Я замахнулся. Он не стал ждать. Из него так и посыпалось.
— Не надо! Там не было ничего особенного. Однажды я... я украл у дяди деньги. Он поймал меня и заставил подписать признание. Я не хотел, чтобы его нашли, а то мне не досталось бы ни цента. Вот я его и взял.
— Да? Зачем же оно так понадобилось другим?
— Не знаю. В него было вложено еще что-то, я не посмотрел. Может быть, за этим они и охотились.
Я не мог сказать с уверенностью, врет он или нет. То, что он говорил, звучало правдоподобно.
— Ты стрелял в мисс Мэлком?
— Глупости, — я туже затянул галстук. — Пожалуйста, не надо, вы меня душите. Я ни в кого не стрелял. Я ее даже не видел. Ведь можно проверить, у полиции есть такой тест, правда?
— Да, парафиновый тест. Ты на него согласен?
С видом облегчения он кивнул. Я отпустил его. Если бы он действительно стрелял, то не совался бы со своей идеей. А перчаток он не надевал, это я знаю точно.
Перед домом затормозила машина, и Харви ввел невысокого плотного человечка с черным саквояжем, выдававшим его профессию. Они поспешили наверх. Я повернулся к Генту-младшему.
— Проваливай, да смотри не исчезай совсем. Если попробуешь дать тягу, сверну твою тощую шею. И запомни: если мисс Мэлком умрет — тебе крышка, так что лучше молись.
Он вскочил с кресла и почти бегом кинулся к двери. С дороги донесся удаляющийся топот ног. Я направился к лестнице.
* * *
— Как она?
Врач закрепил повязку пластырем и обернулся.

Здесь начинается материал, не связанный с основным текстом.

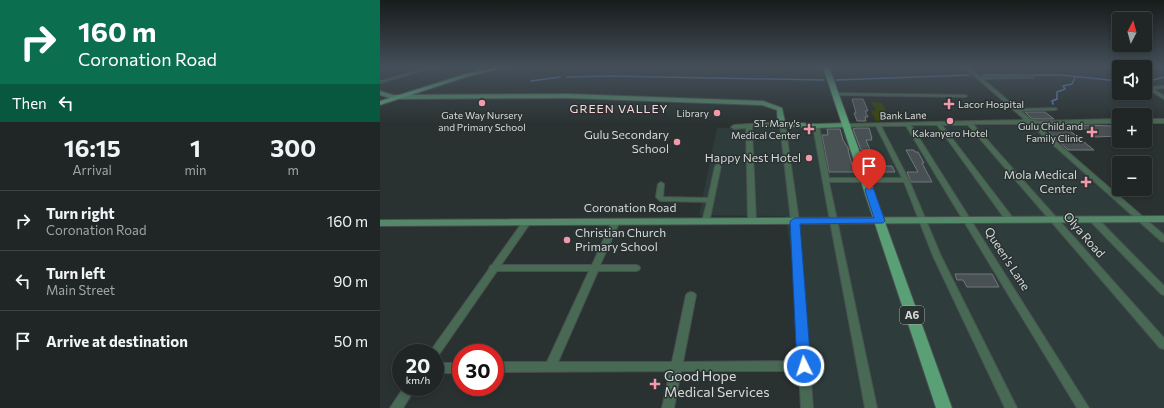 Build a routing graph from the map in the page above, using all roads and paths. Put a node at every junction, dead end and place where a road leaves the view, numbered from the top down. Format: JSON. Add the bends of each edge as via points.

— Ничего серьезного. Обморок от шока, — он убрал инструменты в саквояж и достал записную книжку. Рокси пошевелилась и открыла глаза. — Вы, конечно, понимаете, что мне придется сообщить об этом. Полагается извещать полицию о всех случаях огнестрельных ранений. Попрошу имя.
Рокси посмотрела на меня с кровати. Я знаком переадресовал вопрос ей. Она пробормотала:
— Элен Мэлком.
— Адрес?
— Я живу здесь.
Она сообщила свой возраст. Врач записал ее приметы, потом спросил, нашел ли я пулю.
— Да, она застряла в стене. Тридцать второй калибр, кончик свинцовый. Я передам ее полиции, — он захлопнул книжку и сунул ее в чемоданчик. — Я хотел бы, чтобы вы взглянули и на мальчика, доктор, — добавил я. — Ему было очень плохо.
В двух словах я описал события последних дней. Доктор взял чемоданчик и последовал за мной.
— Я знаю мальчика, — сказал он. — Чрезмерное возбуждение вредно для любого юнца, в особенности при таком напряженном режиме, как у него.
— Вы и раньше к нему ходили? Я думал, его лечил отец.
— Самого мальчика я не видел, однако мне несколько раз случалось разговаривать в городе с его отцом, и он отзывался о сыне с большой гордостью.